I’m trying to think, too, what that magician of installation, Anish Kapoor, could do for it, if called on to do some remedial work. I’m imagining something in cast iron here, or in wrought iron, or polished steel. Or even wood. Or perhaps, as Marilyn Armstrong suggests in the comments on So what’s this all about?, people will just hate it so much it will be taken down. My own feeling is that it will simply be forgotten, and that is the worst outcome of all. So much for commemoration.

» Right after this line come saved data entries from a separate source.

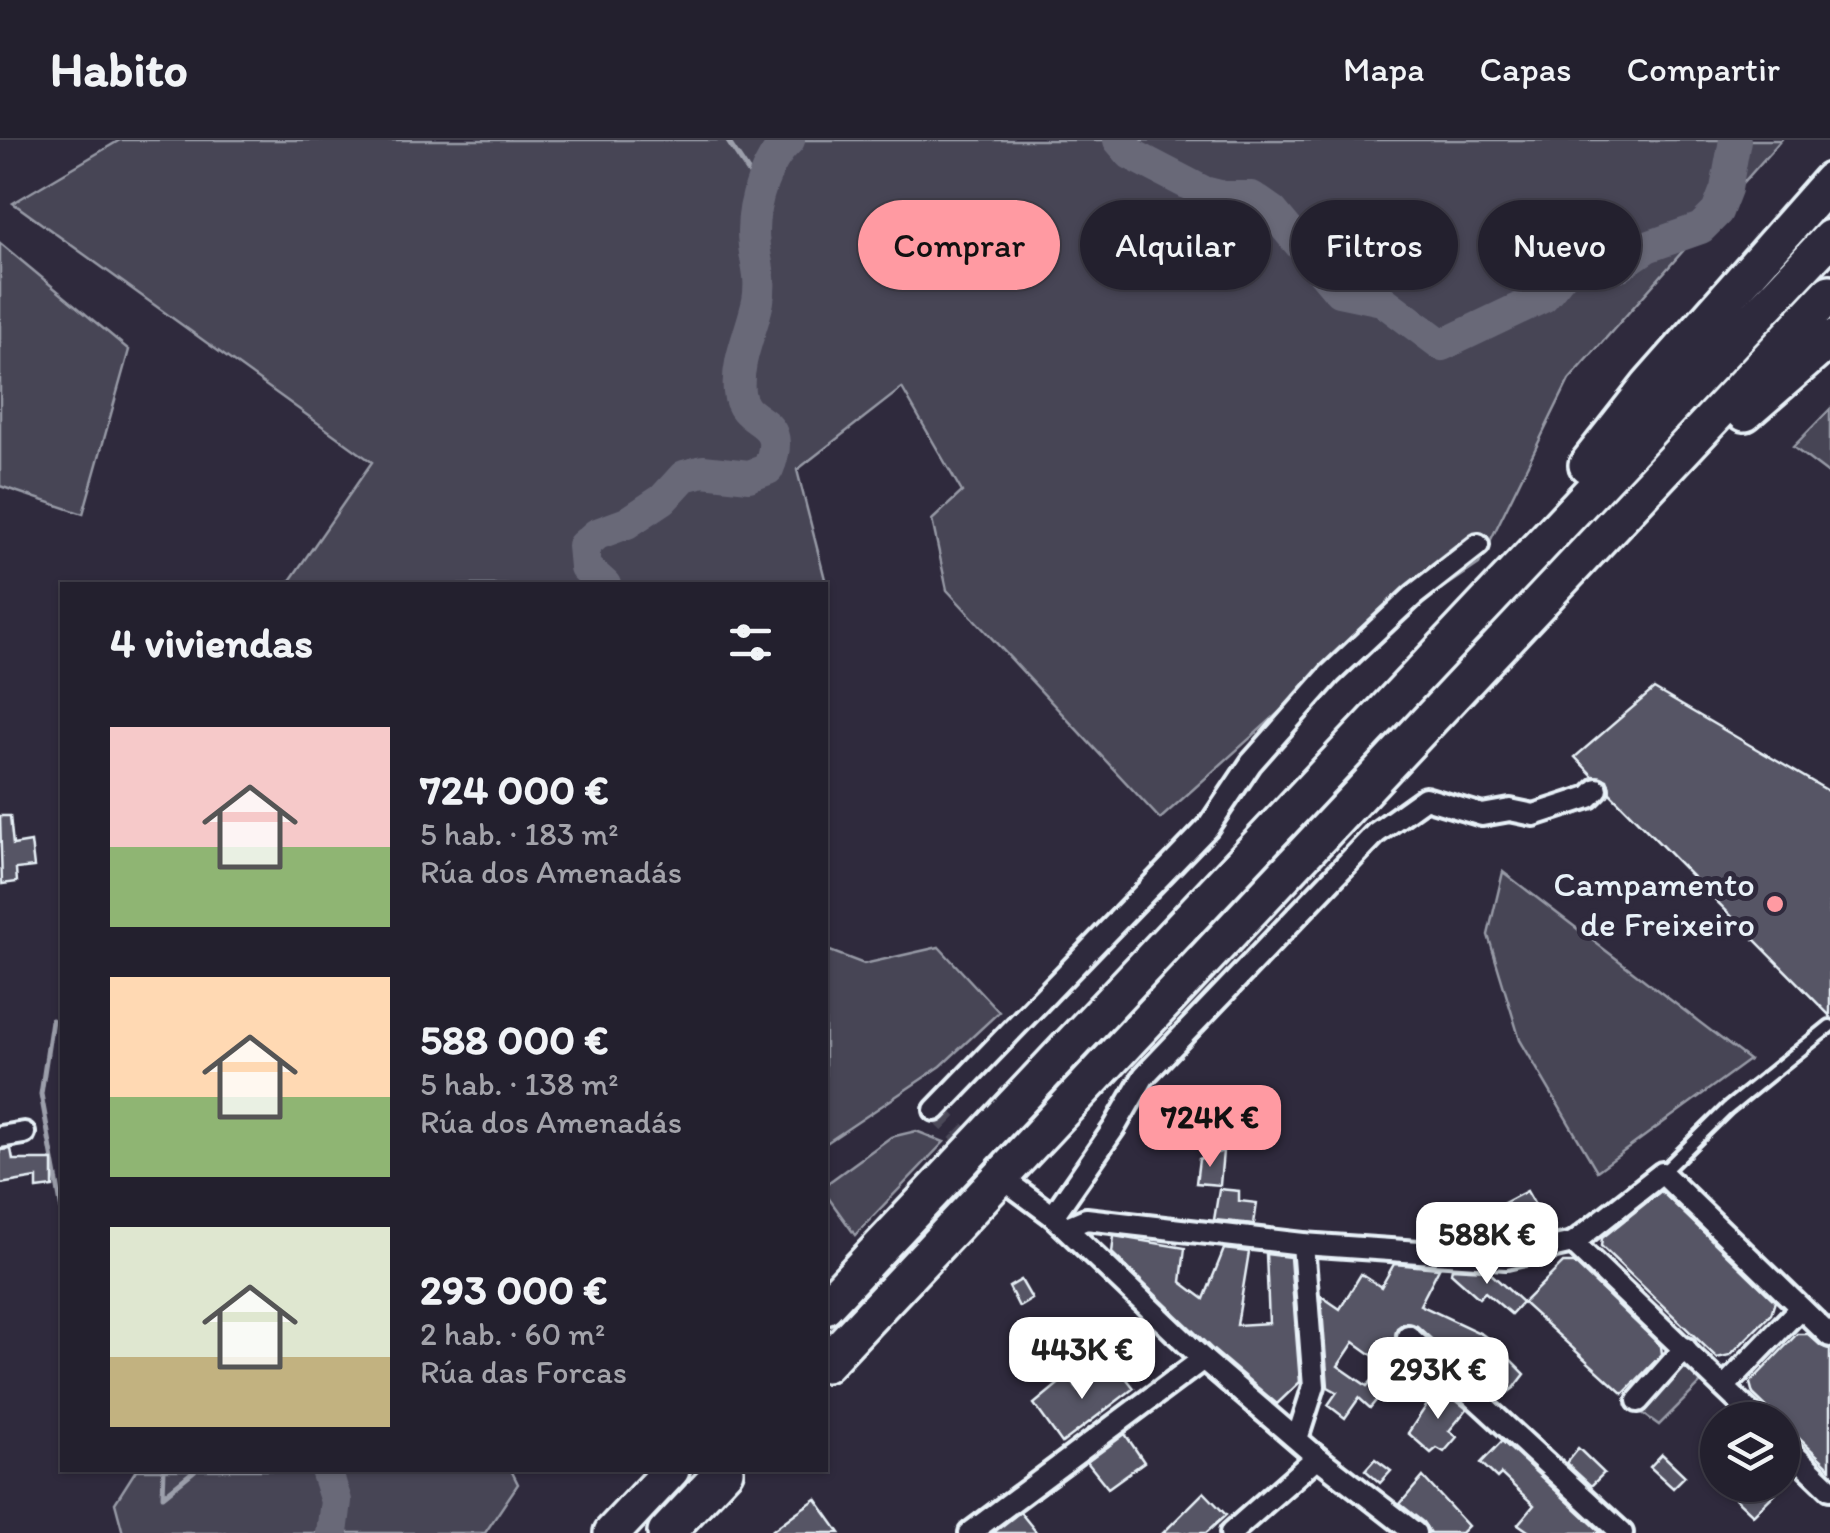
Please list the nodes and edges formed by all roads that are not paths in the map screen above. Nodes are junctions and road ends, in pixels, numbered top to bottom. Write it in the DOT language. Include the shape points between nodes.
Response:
graph roads {
  1 [pos="1830,180"];
  2 [pos="1830,238"];
  3 [pos="1830,293"];
  4 [pos="1830,339"];
  5 [pos="1478,545"];
  6 [pos="1590,549"];
  7 [pos="1384,709"];
  8 [pos="1597,789"];
  9 [pos="1830,1026"];
  10 [pos="935,1110"];
  11 [pos="24,1134"];
  12 [pos="0,1137"];
  13 [pos="1662,1173"];
  14 [pos="1014,1187"];
  15 [pos="1060,1222"];
  16 [pos="1304,1244"];
  17 [pos="1573,1244"];
  18 [pos="828,1303"];
  19 [pos="1800,1308"];
  20 [pos="1408,1336"];
  21 [pos="1830,1336"];
  22 [pos="1685,1348"];
  23 [pos="1202,1359"];
  24 [pos="828,1361"];
  25 [pos="1724,1387"];
  26 [pos="1638,1401"];
  27 [pos="1739,1402"];
  28 [pos="1297,1439"];
  29 [pos="1318,1457"];
  30 [pos="1800,1460"];
  31 [pos="669,1472"];
  32 [pos="723,1472"];
  33 [pos="1830,1489"];
  34 [pos="612,1533"];
  35 [pos="666,1533"];
  36 [pos="970,1533"];
  37 [pos="1231,1533"];
  38 [pos="1414,1533"];
  39 [pos="1622,1533"];
  1 -- 7 [label="highway" via="1649,386"];
  2 -- 7 [label="highway"];
  3 -- 6 [label="highway"];
  4 -- 6 [label="highway"];
  5 -- 10 [label="street" via="1330,674 1251,764 1208,827"];
  6 -- 24 [label="highway"];
  7 -- 18 [label="highway"];
  8 -- 15 [label="street" via="1534,816 1510,810 1482,815 1425,798 1376,833 1144,1076"];
  9 -- 13 [label="lane" via="1727,1109"];
  11 -- 12 [label="street"];
  13 -- 17 [label="street"];
  13 -- 19 [label="street"];
  14 -- 15 [label="street"];
  15 -- 16 [label="street" via="1086,1219"];
  15 -- 23 [label="street"];
  16 -- 17 [label="street" via="1506,1258"];
  16 -- 28 [label="street" via="1314,1386"];
  17 -- 22 [label="street"];
  19 -- 21 [label="street"];
  19 -- 25 [label="street"];
  20 -- 39 [label="street"];
  22 -- 25 [label="street"];
  22 -- 26 [label="street"];
  23 -- 28 [label="street"];
  23 -- 36 [label="street"];
  25 -- 27 [label="street"];
  28 -- 29 [label="street"];
  29 -- 37 [label="street"];
  29 -- 38 [label="street"];
  30 -- 33 [label="street"];
  31 -- 34 [label="highway"];
  32 -- 35 [label="highway"];
}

This brings me to the most shocking aspect of the project. As we headed into the unveiling year of 2009, Shropshire was becoming a Unitary Authority, and the Borough Council passing into obscurity. There followed various problems with the contractors assigned to construct the monument. Costs rocketed. There was a court case. According to press reports there was a chance for the Council to settle the bill when it hit £600,000. They declined. In the end the 2012 accounts revealed that the final cost had amounted to over £1,000,000. As one Labour councillor acidly pointed out, this was considerably more than the cost of Antony Gormley’s epic, acclaimed and truly colossal Gateshead landmark,  Angel of the North.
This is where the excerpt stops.